A Minneapolis attorney inherits a small California winery, reawakening memories that have lain dormant for twenty years. Secrets lie buried beneath Fredrickson Winery’s innocent facade and Billie intends to get to the root. But disturbing the past lays bare the skeletons of others, including her mother’s. Can she live with the consequences of full disclosure or will she run home where everyone is Minnesota nice?
“…one enticing mystery read.”
“The characters have a depth that made it easy to visual them as real people.”
A single mom, newly hired as Fredrickson’s chief winemaker, finds her simple world put to the test when her father is unexpectedly released from prison, and the man who got her pregnant at fifteen shows up from Italy wanting to play daddy nine years too late.
It’s crush time at Fredrickson’s and everyone is working feverishly to get the grapes in and ensure a great vintage. But creating the perfect wine can sometimes be murder…
“It’s a great thriller/love story mixed that will keep you hooked and turning the pages.”
“Barbara Brink has a way with words, pulling you into the story.”
Newly married, Billie and Handel find themselves knee-deep in another mystery. Defending a wealthy San Francisco businessman against capital murder charges, Handel soon discovers that media attention brings more than fame and fortune. When Billie’s life is threatened, he believes it’s connected to the case, and he’ll do whatever it takes to keep her safe.

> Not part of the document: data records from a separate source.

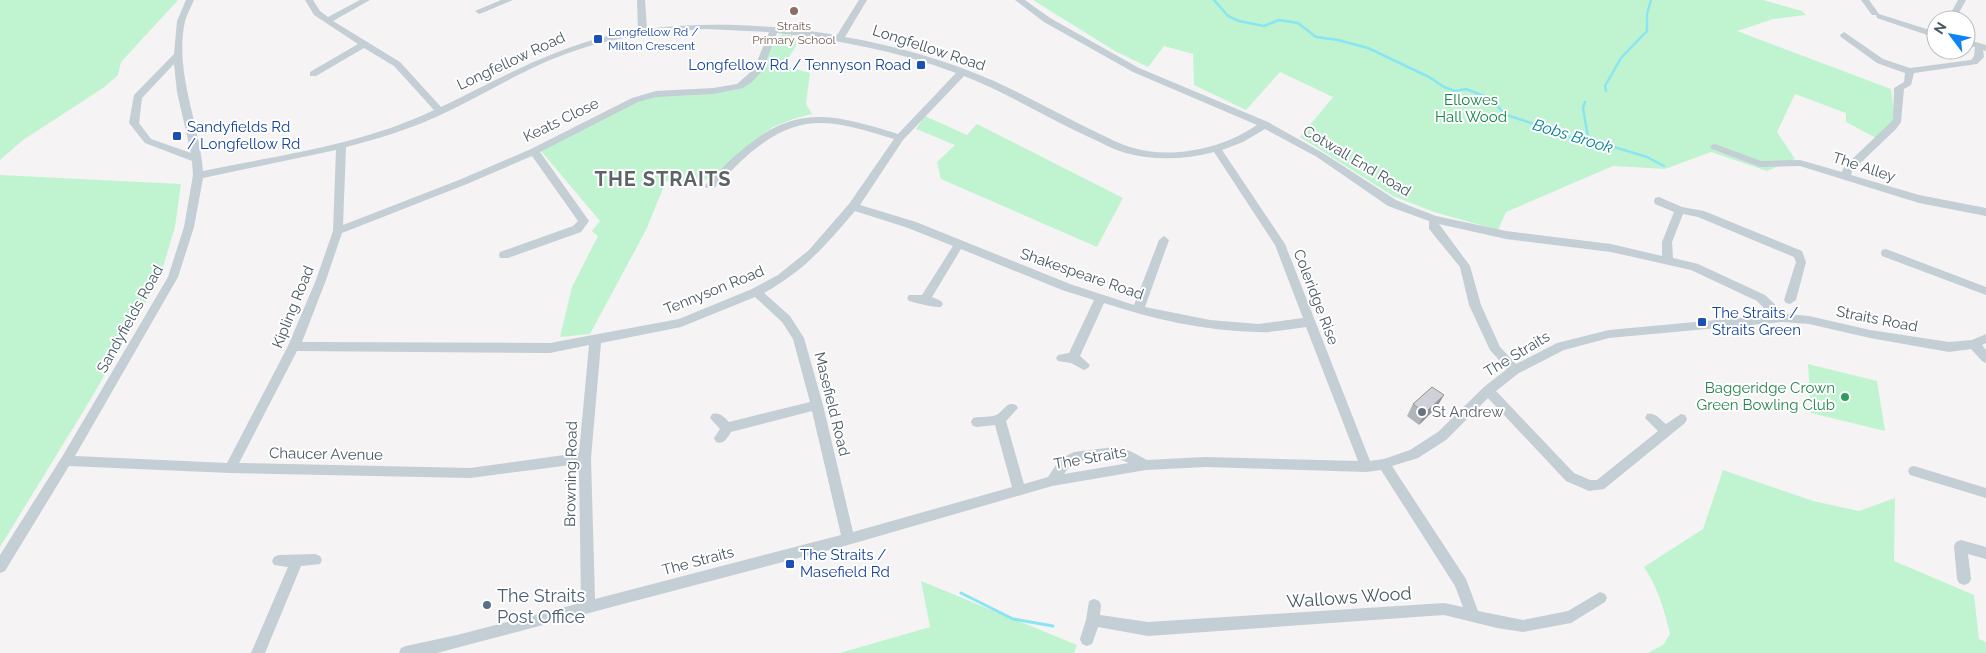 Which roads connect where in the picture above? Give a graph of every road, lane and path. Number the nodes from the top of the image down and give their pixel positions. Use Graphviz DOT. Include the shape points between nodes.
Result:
graph roads {
  1 [pos="190,0"];
  2 [pos="309,0"];
  3 [pos="366,0"];
  4 [pos="509,0"];
  5 [pos="640,0"];
  6 [pos="863,0"];
  7 [pos="1019,0"];
  8 [pos="1865,0"];
  9 [pos="478,11"];
  10 [pos="327,21"];
  11 [pos="774,30"];
  12 [pos="643,32"];
  13 [pos="1926,32"];
  14 [pos="1844,35"];
  15 [pos="840,38"];
  16 [pos="364,43"];
  17 [pos="1983,47"];
  18 [pos="178,55"];
  19 [pos="1910,71"];
  20 [pos="302,72"];
  21 [pos="962,72"];
  22 [pos="440,111"];
  23 [pos="1265,124"];
  24 [pos="900,138"];
  25 [pos="341,145"];
  26 [pos="1715,147"];
  27 [pos="1217,149"];
  28 [pos="534,151"];
  29 [pos="197,158"];
  30 [pos="198,174"];
  31 [pos="1845,176"];
  32 [pos="708,187"];
  33 [pos="1659,202"];
  34 [pos="853,207"];
  35 [pos="1680,210"];
  36 [pos="1986,212"];
  37 [pos="1434,219"];
  38 [pos="338,230"];
  39 [pos="1164,240"];
  40 [pos="959,244"];
  41 [pos="1886,253"];
  42 [pos="502,255"];
  43 [pos="1668,260"];
  44 [pos="1986,291"];
  45 [pos="756,292"];
  46 [pos="912,298"];
  47 [pos="1101,298"];
  48 [pos="925,299"];
  49 [pos="1790,300"];
  50 [pos="937,304"];
  51 [pos="1138,310"];
  52 [pos="1782,318"];
  53 [pos="1762,319"];
  54 [pos="1310,322"];
  55 [pos="1986,338"];
  56 [pos="594,341"];
  57 [pos="1974,344"];
  58 [pos="294,346"];
  59 [pos="1986,358"];
  60 [pos="1084,365"];
  61 [pos="1515,370"];
  62 [pos="1488,390"];
  63 [pos="817,405"];
  64 [pos="1012,408"];
  65 [pos="716,418"];
  66 [pos="1651,418"];
  67 [pos="1681,419"];
  68 [pos="1000,420"];
  69 [pos="977,422"];
  70 [pos="1666,431"];
  71 [pos="585,458"];
  72 [pos="66,462"];
  73 [pos="1146,464"];
  74 [pos="1384,464"];
  75 [pos="1366,467"];
  76 [pos="230,468"];
  77 [pos="1914,471"];
  78 [pos="1052,481"];
  79 [pos="1019,490"];
  80 [pos="1986,493"];
  81 [pos="848,539"];
  82 [pos="1986,553"];
  83 [pos="315,560"];
  84 [pos="279,561"];
  85 [pos="297,561"];
  86 [pos="0,567"];
  87 [pos="1964,579"];
  88 [pos="1600,598"];
  89 [pos="1094,605"];
  90 [pos="588,607"];
  91 [pos="1473,616"];
  92 [pos="1093,620"];
  93 [pos="1087,639"];
  94 [pos="258,653"];
  95 [pos="407,653"];
  1 -- 18 [label="street, Sandyfields Road" via="181,21"];
  2 -- 10 [label="street"];
  3 -- 10 [label="street"];
  4 -- 9 [label="street"];
  5 -- 12 [label="street"];
  6 -- 15 [label="street"];
  7 -- 23 [label="street, Cotwall End Road" via="1047,20 1136,70"];
  8 -- 13 [label="street" via="1877,15"];
  10 -- 16 [label="street"];
  11 -- 12 [label="street, Longfellow Road" via="735,27"];
  11 -- 15 [label="street, Longfellow Road"];
  11 -- 28 [label="street, Keats Close" via="758,70 740,86 645,96"];
  12 -- 22 [label="street, Longfellow Road" via="569,49"];
  14 -- 19 [label="street" via="1880,62"];
  15 -- 21 [label="street, Longfellow Road" via="880,46"];
  16 -- 20 [label="street" via="313,77"];
  16 -- 22 [label="street" via="397,64"];
  17 -- 19 [label="street" via="1974,62"];
  18 -- 29 [label="street, Sandyfields Road" via="182,92"];
  18 -- 29 [label="street" via="136,97 134,123 148,141"];
  19 -- 31 [label="street" via="1908,83 1899,88 1898,120 1848,169"];
  21 -- 24 [label="street, Tennyson Road"];
  21 -- 27 [label="street, Longfellow Road" via="1129,151 1164,155"];
  22 -- 25 [label="street, Longfellow Road" via="386,133"];
  23 -- 27 [label="street, Longfellow Road" via="1244,138"];
  23 -- 37 [label="street, Cotwall End Road" via="1320,155 1392,203"];
  24 -- 32 [label="street" via="832,120 798,122 774,130"];
  24 -- 34 [label="street, Tennyson Road"];
  25 -- 30 [label="street, Longfellow Road"];
  25 -- 38 [label="street, Kipling Road"];
  26 -- 31 [label="street, The Alley" via="1735,150 1760,164 1800,163"];
  27 -- 54 [label="street, Coleridge Rise" via="1280,244"];
  28 -- 38 [label="street, Keats Close"];
  28 -- 42 [label="street" via="584,221 577,229"];
  29 -- 30 [label="street, Sandyfields Road"];
  30 -- 72 [label="street, Sandyfields Road" via="189,227 173,277"];
  31 -- 36 [label="street, The Alley" via="1919,199"];
  33 -- 35 [label="street"];
  34 -- 40 [label="street, Shakespeare Road"];
  34 -- 45 [label="street, Tennyson Road" via="814,253 782,278"];
  35 -- 43 [label="street" via="1667,242"];
  35 -- 49 [label="street" via="1700,214 1798,254 1801,262"];
  37 -- 43 [label="street, Cotwall End Road" via="1506,235 1611,248"];
  37 -- 61 [label="street" via="1433,226 1465,266 1475,305 1496,350"];
  38 -- 58 [label="street, Kipling Road"];
  39 -- 51 [label="street"];
  40 -- 47 [label="street, Shakespeare Road"];
  40 -- 48 [label="street"];
  41 -- 44 [label="street"];
  43 -- 52 [label="street, Cotwall End Road" via="1744,288 1761,298"];
  45 -- 56 [label="street, Tennyson Road" via="681,324"];
  45 -- 63 [label="street, Masefield Road" via="794,330"];
  46 -- 48 [label="street"];
  47 -- 51 [label="street, Shakespeare Road"];
  47 -- 60 [label="street" via="1068,358"];
  48 -- 50 [label="street"];
  51 -- 54 [label="street, Shakespeare Road" via="1210,324 1258,328"];
  52 -- 53 [label="street, Straits Road"];
  52 -- 57 [label="street, Straits Road" via="1809,320 1949,348"];
  53 -- 61 [label="street, The Straits" via="1609,334 1561,346"];
  54 -- 75 [label="street, Coleridge Rise"];
  55 -- 57 [label="street, Straits Road"];
  56 -- 58 [label="street, Tennyson Road" via="550,348"];
  56 -- 71 [label="street, Browning Road"];
  57 -- 59 [label="street"];
  58 -- 76 [label="street, Kipling Road"];
  61 -- 62 [label="street, The Straits"];
  62 -- 70 [label="street" via="1570,477 1589,486 1600,485"];
  62 -- 74 [label="street, The Straits" via="1442,436 1414,454"];
  63 -- 65 [label="street" via="724,433"];
  63 -- 81 [label="street, Masefield Road"];
  64 -- 68 [label="street"];
  66 -- 70 [label="street"];
  67 -- 70 [label="street"];
  68 -- 69 [label="street"];
  68 -- 79 [label="street"];
  71 -- 76 [label="street, Chaucer Avenue" via="470,473"];
  71 -- 90 [label="street, Browning Road"];
  72 -- 76 [label="street, Chaucer Avenue"];
  72 -- 86 [label="street, Sandyfields Road"];
  73 -- 75 [label="street, The Straits" via="1205,462"];
  73 -- 78 [label="street, The Straits"];
  73 -- 78 [label="street" via="1114,452 1078,456 1064,463"];
  74 -- 75 [label="street, The Straits"];
  74 -- 91 [label="street" via="1461,583"];
  77 -- 80 [label="street"];
  78 -- 79 [label="street, The Straits"];
  79 -- 81 [label="street, The Straits"];
  81 -- 90 [label="street, The Straits"];
  82 -- 87 [label="street" via="1962,546"];
  83 -- 85 [label="street"];
  84 -- 85 [label="street"];
  85 -- 94 [label="street"];
  88 -- 91 [label="street, Wallows Wood" via="1571,616 1523,626"];
  89 -- 92 [label="street"];
  90 -- 95 [label="street, The Straits"];
  91 -- 92 [label="street, Wallows Wood" via="1444,609 1148,629"];
  92 -- 93 [label="street"];
}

“This book seemed to have it all….suspense, humor, mystery, romance, etc. There are many unexpected twists and turns. Having finished Savor, I want to go back and read the whole series again!”

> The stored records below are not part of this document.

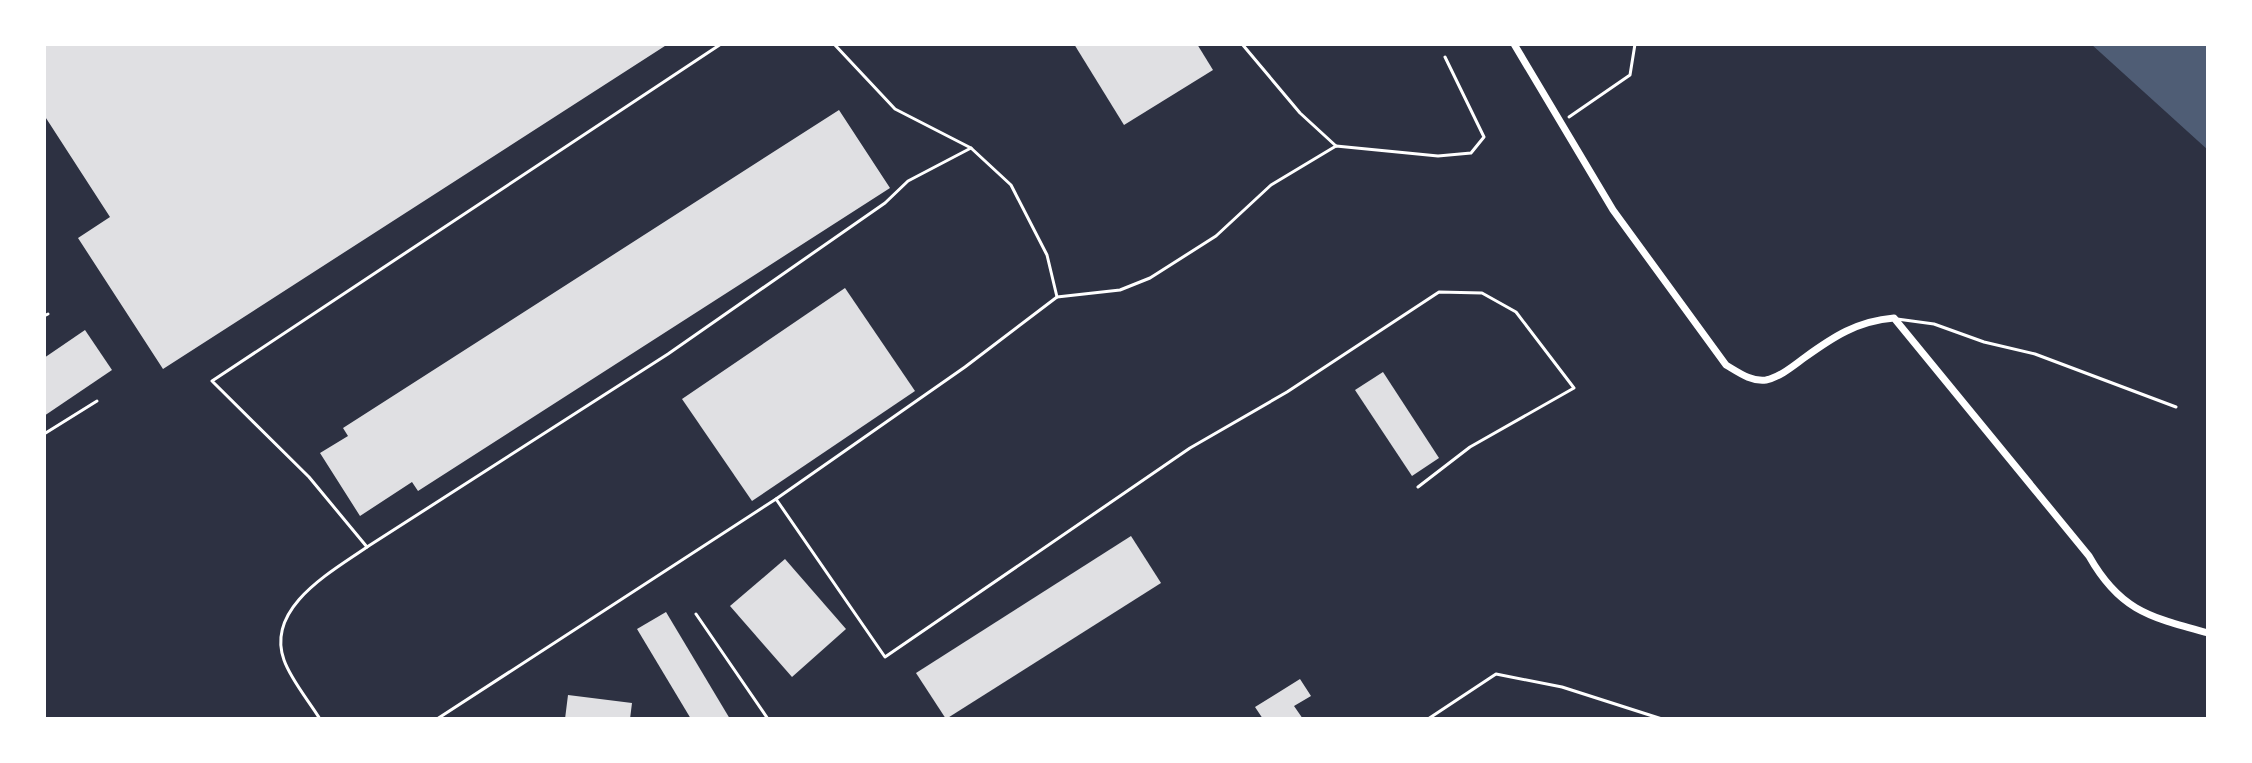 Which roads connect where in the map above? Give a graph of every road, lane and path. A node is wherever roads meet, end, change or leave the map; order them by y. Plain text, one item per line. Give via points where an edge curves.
1 (721, 44) edge
2 (834, 44) edge
3 (1242, 44) edge
4 (1514, 44) edge
5 (1635, 44) edge
6 (1445, 57) dead end
7 (1562, 121) junction
8 (1336, 146) junction
9 (971, 148) junction
10 (1057, 297) junction
11 (1894, 318) junction
12 (97, 401) dead end
13 (2176, 407) dead end
14 (44, 434) edge
15 (1418, 487) dead end
16 (776, 499) junction
17 (367, 547) junction
18 (696, 614) dead end
19 (2208, 633) edge
20 (320, 719) edge
21 (437, 719) edge
22 (768, 719) edge
23 (1428, 719) edge
24 (1662, 719) edge

1 - 17 lane via 212,381 309,477
2 - 9 lane via 895,109
3 - 8 lane via 1274,86
4 - 7 street
5 - 7 path via 1630,75
6 - 8 lane via 1484,137 1471,153 1438,156
7 - 11 street via 1613,210 1726,365 1748,378 1766,380 1839,333 1868,320
8 - 10 lane via 1271,185 1216,236 1150,278 1120,290
9 - 10 lane via 1011,185 1047,255
9 - 17 lane via 908,181 885,203 668,354
10 - 16 lane
11 - 13 lane via 1934,324 2035,354
11 - 19 street via 2089,556 2105,584 2134,608
12 - 14 lane
15 - 16 lane via 1470,447 1574,388 1516,312 1482,293 1439,292 1287,392 1190,448 885,657
16 - 21 lane
17 - 20 lane via 305,591 286,625 284,661
18 - 22 lane
23 - 24 lane via 1496,674 1562,687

“Thrilling conclusion, never saw it coming!”
Author note: A few years ago I was visiting relatives in Washington State and noticed how many wineries and vineyards had popped up across the countryside. I’d read a number of articles about how popular wine tasting rooms were becoming in numerous states, and wondered what it would be like to own and operate a place like that. I also wanted to deal with repressed memories. I spent much of my childhood in Washington, but my memories aren’t so good. Not that they’re repressed–just poor. I found my memories often jogged through things like the smell of apricots ripening on a tree, tumbleweeds blowing in the wind, or the sound of frogs croaking in unison down by the creek. It set my mind spinning this story.